Sammy Baugh, No. 33, making a run in another game.
Sammy Baugh, No. 33, making a run in another game.
     In that championship game, the Bears had pinned Washington to their own five-yard line in the early minutes of the game, pushed up against the end zone.  On first down, Baugh called for “punt formation,” but in the huddle told his teammates, “we’re gonna pass.”  Passing, then used sparingly at the professional level, was hardly ever used on first down, and certainly not when a team was deep in their own territory.  So Baugh got some weird looks on the call from his teammates.  With the Bear lineman charging hard to block a punt, Baugh calmly tossed a pass to halfback Cliff Battles, who then ran for 42 yards.  A few plays later Washington scored, and went on to win the game, 28-to-21.  Baugh in that game turned in a stellar, championship performance, completing 17 of 34 passes for 352 yards – an astounding number even by modern day passing standards.  Baugh’s passing yardage alone that day was more yardage than the entire Chicago offense had managed.  He threw three touchdown passes – of 35, 55 and 78 yards.  “Baugh was a one-man team,” one of the Bears coaches told reporters after the game.

Dallas Morning News, December 21, 1937.
Dallas Morning News, December 21, 1937.
     By the end of his first year, Baugh had become a pro football veteran and a key player to the Redskins’ future.  Back in Sweetwater, Texas that December, a few weeks after Baugh and Redskins had won the championship game with Bears, the home town boy was honored at a gathering of townspeople, ex-teammates, and former coaches.  They praised Baugh and said he done more to “put Sweetwater on the map that any citizen in history.”  Red Sheriden, one of Baugh’s former Sweetwater High School football teammates, said that “all the adulation had not gone to his head,” and was still “the level-headed, likeable kid he was back in 1931 and 1932 when in high school.”  Baugh’s high school coach Ed Hennig, was credited with teaching Baugh both football and modesty.

The Preston Marshall Show
1930s-1940s

      Back in Washington, Redskins owner, Preston Marshall, was setting out to build a business empire around his new team.
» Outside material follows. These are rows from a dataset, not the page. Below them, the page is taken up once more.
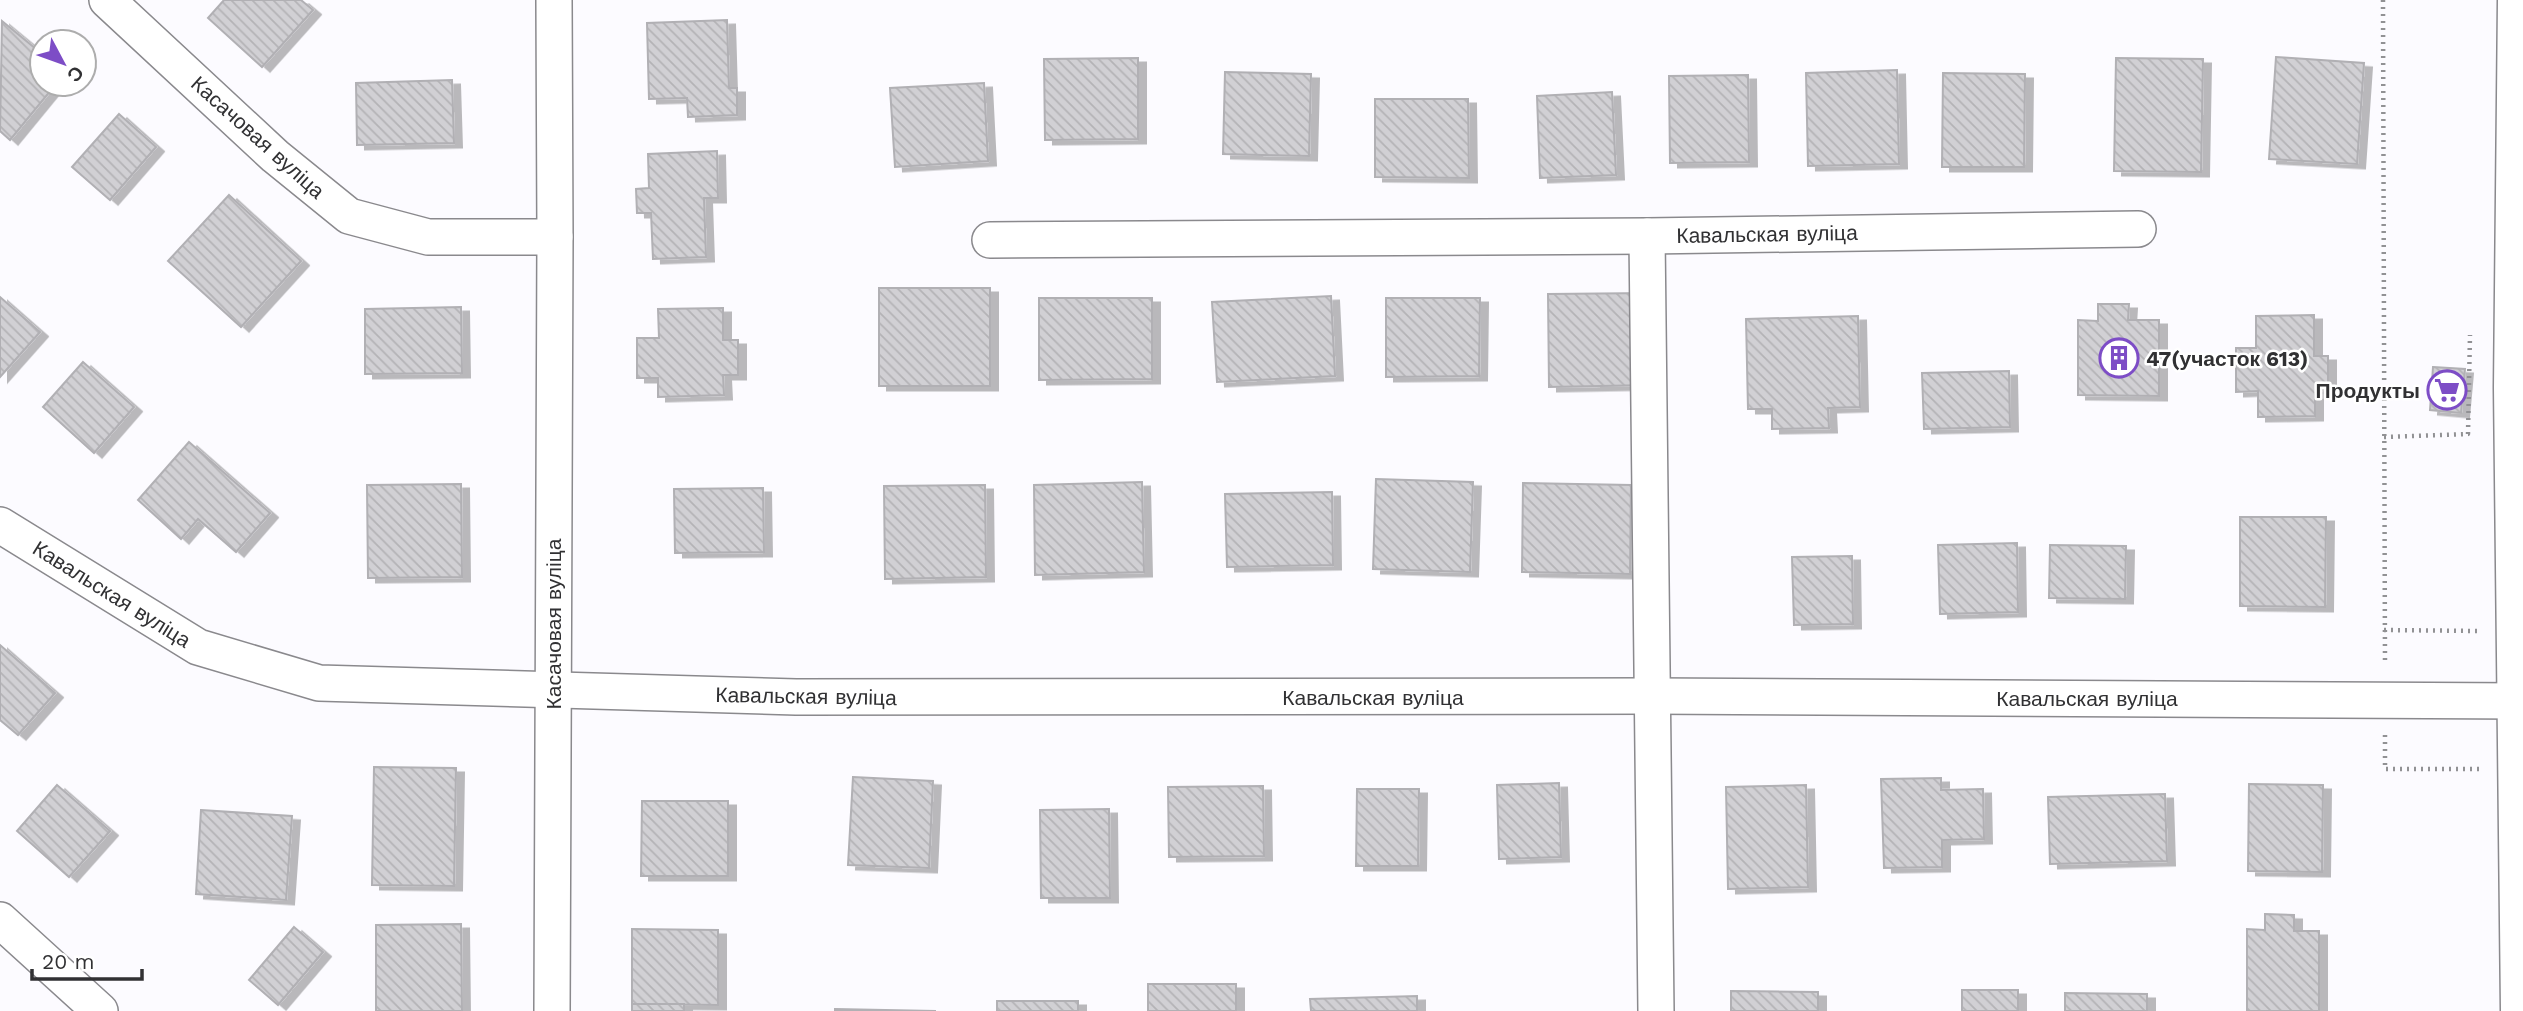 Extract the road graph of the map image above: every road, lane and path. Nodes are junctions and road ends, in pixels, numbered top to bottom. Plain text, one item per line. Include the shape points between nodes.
1 (107, 0) edge
2 (554, 0) edge
3 (2383, 0) edge
4 (2517, 0) edge
5 (2138, 229) dead end
6 (1647, 236) junction
7 (555, 237) junction
8 (990, 240) dead end
9 (2470, 335) dead end
10 (2384, 437) junction
11 (0, 525) edge
12 (2384, 630) junction
13 (2479, 631) dead end
14 (2385, 670) dead end
15 (553, 691) junction
16 (1651, 696) junction
17 (2520, 701) edge
18 (2385, 732) dead end
19 (2482, 769) dead end
20 (0, 920) edge
21 (100, 1011) edge
22 (551, 1011) edge
23 (1656, 1011) edge
24 (2520, 1011) edge

1 - 7 street, Касачовая вуліца via 275,156 348,216 428,237
2 - 7 street, Касачовая вуліца
3 - 10 path
4 - 17 street via 2513,388
5 - 6 street, Кавальская вуліца
6 - 8 street, Кавальская вуліца
6 - 16 street, Кавальская вуліца
7 - 15 street, Касачовая вуліца
9 - 10 path via 2469,434
10 - 12 path
11 - 15 street, Кавальская вуліца via 198,647 319,683
12 - 13 path
12 - 14 path
15 - 16 street, Кавальская вуліца via 810,697
15 - 22 street, Касачовая вуліца
16 - 17 street, Кавальская вуліца
16 - 23 street, Кавальская вуліца
17 - 24 street
18 - 19 path via 2385,769
20 - 21 street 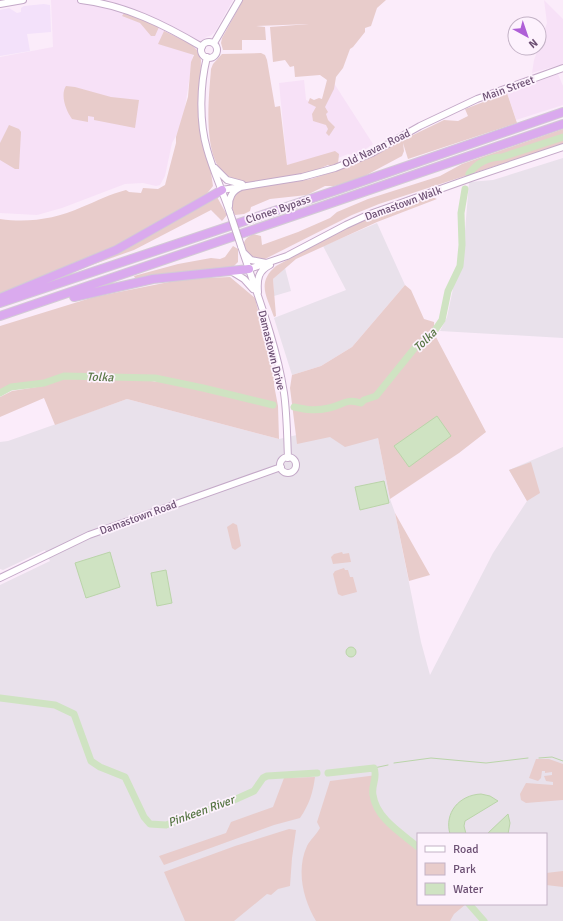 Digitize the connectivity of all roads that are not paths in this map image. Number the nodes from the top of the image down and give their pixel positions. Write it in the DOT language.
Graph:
graph roads {
  1 [pos="23,0"];
  2 [pos="81,0"];
  3 [pos="239,0"];
  4 [pos="0,4"];
  5 [pos="214,43"];
  6 [pos="202,47"];
  7 [pos="208,57"];
  8 [pos="563,68"];
  9 [pos="454,109"];
  10 [pos="563,112"];
  11 [pos="563,124"];
  12 [pos="563,147"];
  13 [pos="212,163"];
  14 [pos="248,185"];
  15 [pos="222,190"];
  16 [pos="229,211"];
  17 [pos="242,250"];
  18 [pos="287,256"];
  19 [pos="266,263"];
  20 [pos="249,269"];
  21 [pos="235,271"];
  22 [pos="0,298"];
  23 [pos="259,299"];
  24 [pos="0,304"];
  25 [pos="0,316"];
  26 [pos="0,320"];
  27 [pos="288,458"];
  28 [pos="281,467"];
  29 [pos="0,578"];
  1 -- 4 [label="street"];
  2 -- 6 [label="street"];
  3 -- 5 [label="street"];
  5 -- 6 [label="street"];
  5 -- 7 [label="street"];
  6 -- 7 [label="street"];
  7 -- 13 [label="street, Damastown Drive"];
  8 -- 9 [label="street, Main Street"];
  9 -- 14 [label="street, Old Navan Road"];
  10 -- 24 [label="highway, Clonee Bypass"];
  11 -- 25 [label="highway, Clonee Bypass"];
  12 -- 18 [label="street, Damastown Walk"];
  13 -- 14 [label="street, Old Navan Road"];
  13 -- 15 [label="street, Damastown Drive"];
  14 -- 15 [label="street, Old Navan Road"];
  14 -- 16 [label="street"];
  15 -- 16 [label="street, Damastown Drive"];
  15 -- 22 [label="highway"];
  16 -- 17 [label="street, Damastown Drive, bridge"];
  17 -- 19 [label="street"];
  17 -- 20 [label="street, Damastown Drive"];
  17 -- 21 [label="street"];
  18 -- 19 [label="street, Damastown Walk"];
  18 -- 23 [label="street"];
  19 -- 20 [label="street, Damastown Walk"];
  20 -- 21 [label="highway"];
  20 -- 23 [label="street, Damastown Drive"];
  21 -- 23 [label="street"];
  21 -- 26 [label="highway"];
  23 -- 27 [label="street, Damastown Drive"];
  27 -- 28 [label="street"];
  27 -- 28 [label="street"];
  28 -- 29 [label="street, Damastown Road"];
}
Marshall was a colorful character who had once dabbled in the business of Vaudeville entertainment, dated Hollywood star Louise Brooks, and married another film star, Corinne Griffith. Marshall had been the owner of a chain of laundries in Washington, built up from a single store founded by his father – a business which Marshall later sold for a considerable profit.  By the time Sammy Baugh was signed, Marshall had only been in the football business for a few years.  In the early 1930s he and three other partners acquired a National Football League franchise in Boston naming their team the Boston Braves.  By 1936, Marshall had gained sole control of the team and renamed it the Boston Redskins.  But the team fared poorly, was not supported by the fans, and Marshall moved the team to Washington in 1937, the year he signed Sammy Baugh. 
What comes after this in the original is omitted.